GOLD SHAMROCK SUGAR COOKIES
Really super easy! You start by drawing a shamrock shape in the center of a baked cookie. You can do a round cookie, square, or hexagon, anything will work. Then, paint a nice and bright gold layer right on the cookie’s surface. For this I like to use Egyptian Gold from Oh Sweet Art. It is the most aggressive (but still food-safe) gold paint out there, and in this case you need it to be bright. Then, simply flood with green Royal Icing and you are done.
This simple method has so much potential! You can paint all sorts of basic shapes using different colors, and flood it to suit the occasion.
Another nice way to decorate is using the marbling technique, in which you swirl colors over a reasonably loose powdered sugar icing, and dip the surface of the cookie over it. The method is carefully detailed on my friend Helen’s blog that you can find here.

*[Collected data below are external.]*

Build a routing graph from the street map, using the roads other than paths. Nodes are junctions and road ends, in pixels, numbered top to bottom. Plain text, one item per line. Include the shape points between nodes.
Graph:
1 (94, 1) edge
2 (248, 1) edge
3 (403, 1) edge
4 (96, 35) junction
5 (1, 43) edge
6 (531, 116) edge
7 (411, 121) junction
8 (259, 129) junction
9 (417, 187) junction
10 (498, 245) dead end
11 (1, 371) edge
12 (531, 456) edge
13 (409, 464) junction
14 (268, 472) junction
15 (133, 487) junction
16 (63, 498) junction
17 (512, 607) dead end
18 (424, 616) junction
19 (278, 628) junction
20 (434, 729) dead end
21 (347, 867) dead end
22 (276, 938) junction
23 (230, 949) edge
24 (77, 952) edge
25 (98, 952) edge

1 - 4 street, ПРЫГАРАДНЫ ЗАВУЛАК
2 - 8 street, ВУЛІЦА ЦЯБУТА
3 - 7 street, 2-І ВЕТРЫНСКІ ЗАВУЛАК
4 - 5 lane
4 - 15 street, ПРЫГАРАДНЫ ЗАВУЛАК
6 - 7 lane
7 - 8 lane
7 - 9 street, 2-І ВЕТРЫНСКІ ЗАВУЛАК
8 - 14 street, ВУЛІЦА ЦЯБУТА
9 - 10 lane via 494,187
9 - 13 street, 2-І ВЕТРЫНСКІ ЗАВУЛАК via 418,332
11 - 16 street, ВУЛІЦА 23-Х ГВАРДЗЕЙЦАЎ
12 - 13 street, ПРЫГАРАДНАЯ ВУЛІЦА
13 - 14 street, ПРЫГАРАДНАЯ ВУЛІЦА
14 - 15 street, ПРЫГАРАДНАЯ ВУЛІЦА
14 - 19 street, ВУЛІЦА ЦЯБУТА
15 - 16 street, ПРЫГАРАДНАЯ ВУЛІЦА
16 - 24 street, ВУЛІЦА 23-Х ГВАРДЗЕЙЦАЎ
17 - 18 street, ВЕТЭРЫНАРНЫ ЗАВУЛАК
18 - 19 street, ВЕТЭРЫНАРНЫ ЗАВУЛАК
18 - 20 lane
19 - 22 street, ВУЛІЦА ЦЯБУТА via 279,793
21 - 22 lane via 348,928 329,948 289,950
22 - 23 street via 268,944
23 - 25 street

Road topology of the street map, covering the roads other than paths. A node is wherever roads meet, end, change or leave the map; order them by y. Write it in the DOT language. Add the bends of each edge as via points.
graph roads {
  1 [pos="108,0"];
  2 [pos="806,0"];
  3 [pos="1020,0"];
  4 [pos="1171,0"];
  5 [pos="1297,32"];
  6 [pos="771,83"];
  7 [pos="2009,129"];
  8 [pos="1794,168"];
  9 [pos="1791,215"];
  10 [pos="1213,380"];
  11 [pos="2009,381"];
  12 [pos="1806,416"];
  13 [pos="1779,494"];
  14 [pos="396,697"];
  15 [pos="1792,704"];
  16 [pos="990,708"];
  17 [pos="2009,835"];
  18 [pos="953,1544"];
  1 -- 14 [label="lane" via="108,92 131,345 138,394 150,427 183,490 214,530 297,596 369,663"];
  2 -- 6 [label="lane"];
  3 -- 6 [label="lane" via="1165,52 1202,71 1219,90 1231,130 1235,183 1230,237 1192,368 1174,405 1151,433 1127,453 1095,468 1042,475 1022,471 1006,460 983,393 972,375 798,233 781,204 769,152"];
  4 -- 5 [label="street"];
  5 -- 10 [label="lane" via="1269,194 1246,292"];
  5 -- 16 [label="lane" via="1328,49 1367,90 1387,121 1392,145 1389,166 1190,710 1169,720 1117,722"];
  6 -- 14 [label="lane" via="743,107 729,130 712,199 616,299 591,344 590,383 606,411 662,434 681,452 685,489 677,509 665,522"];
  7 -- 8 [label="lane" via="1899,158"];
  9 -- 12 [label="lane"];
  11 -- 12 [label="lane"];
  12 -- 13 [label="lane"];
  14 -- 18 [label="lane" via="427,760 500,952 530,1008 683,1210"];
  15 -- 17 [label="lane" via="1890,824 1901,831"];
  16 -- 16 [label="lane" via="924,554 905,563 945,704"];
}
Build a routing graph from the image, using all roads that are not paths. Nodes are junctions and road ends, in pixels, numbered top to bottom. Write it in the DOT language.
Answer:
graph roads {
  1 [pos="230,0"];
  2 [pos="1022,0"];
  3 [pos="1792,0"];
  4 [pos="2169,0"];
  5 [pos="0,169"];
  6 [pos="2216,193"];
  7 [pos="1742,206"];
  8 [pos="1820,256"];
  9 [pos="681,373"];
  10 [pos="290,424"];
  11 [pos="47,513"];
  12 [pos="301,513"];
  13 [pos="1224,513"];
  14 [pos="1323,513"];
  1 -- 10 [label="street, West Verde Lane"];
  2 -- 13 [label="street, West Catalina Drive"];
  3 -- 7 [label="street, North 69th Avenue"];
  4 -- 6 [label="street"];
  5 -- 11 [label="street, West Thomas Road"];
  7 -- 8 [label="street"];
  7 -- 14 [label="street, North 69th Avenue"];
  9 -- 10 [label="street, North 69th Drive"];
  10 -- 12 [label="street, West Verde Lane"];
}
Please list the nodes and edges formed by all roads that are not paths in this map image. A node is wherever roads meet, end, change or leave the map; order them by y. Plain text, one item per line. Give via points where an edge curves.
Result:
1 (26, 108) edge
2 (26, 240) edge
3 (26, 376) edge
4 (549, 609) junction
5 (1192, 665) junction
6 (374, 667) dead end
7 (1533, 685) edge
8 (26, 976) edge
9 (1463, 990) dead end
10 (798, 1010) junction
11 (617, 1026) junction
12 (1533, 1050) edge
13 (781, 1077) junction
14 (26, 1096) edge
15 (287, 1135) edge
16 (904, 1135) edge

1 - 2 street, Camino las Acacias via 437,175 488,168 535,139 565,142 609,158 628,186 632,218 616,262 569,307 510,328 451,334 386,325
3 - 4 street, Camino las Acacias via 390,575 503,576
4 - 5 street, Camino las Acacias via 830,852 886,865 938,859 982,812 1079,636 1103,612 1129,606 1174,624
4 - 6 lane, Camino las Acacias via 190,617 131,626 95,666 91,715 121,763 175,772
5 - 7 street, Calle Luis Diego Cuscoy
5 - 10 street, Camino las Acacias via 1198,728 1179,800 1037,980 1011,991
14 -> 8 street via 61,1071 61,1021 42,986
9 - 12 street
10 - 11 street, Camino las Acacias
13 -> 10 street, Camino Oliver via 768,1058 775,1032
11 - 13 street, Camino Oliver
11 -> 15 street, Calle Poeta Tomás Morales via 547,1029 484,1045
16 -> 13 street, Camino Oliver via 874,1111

Finally, I close the post with my beloved macarons. For this recipe, I used a template found over at Pies and Tacos, but used my default recipe for macarons, but dyed green. A little splash with gold luster, and the filling was a Mint Buttercream from my friend Caroline’s recent post.
128g butter, melted 3/4 tsp vanilla sprinkle of salt 187g powdered sugar, sifted Peppermint Extract (1/8tsp at a time, to taste)
Melt the butter in a small cooking pot on the stove top on medium to high. Turn the heat down to low-medium heat, letting it simmer and remember to stir. The butter will hiss & pop. If browning reduce the heat again. Continue until silent and then strain through a sieve into a mixing bowl. There will be foamy fat residue sticking to the sides of the bowl and in the bottom of the sieve. Add in the salt. The mixture will sizzle again so be careful.
Add in the powdered sugar and mix by hand until all sugar is incorporated and a smooth paste is formed. This will only take a minute, so no need to get the mixer out again. Leave till it cools down. Now add in the peppermint extract. Place in a piping bag, no need for icing tip. Fill the macarons. Leave them in the fridge overnight for best texture.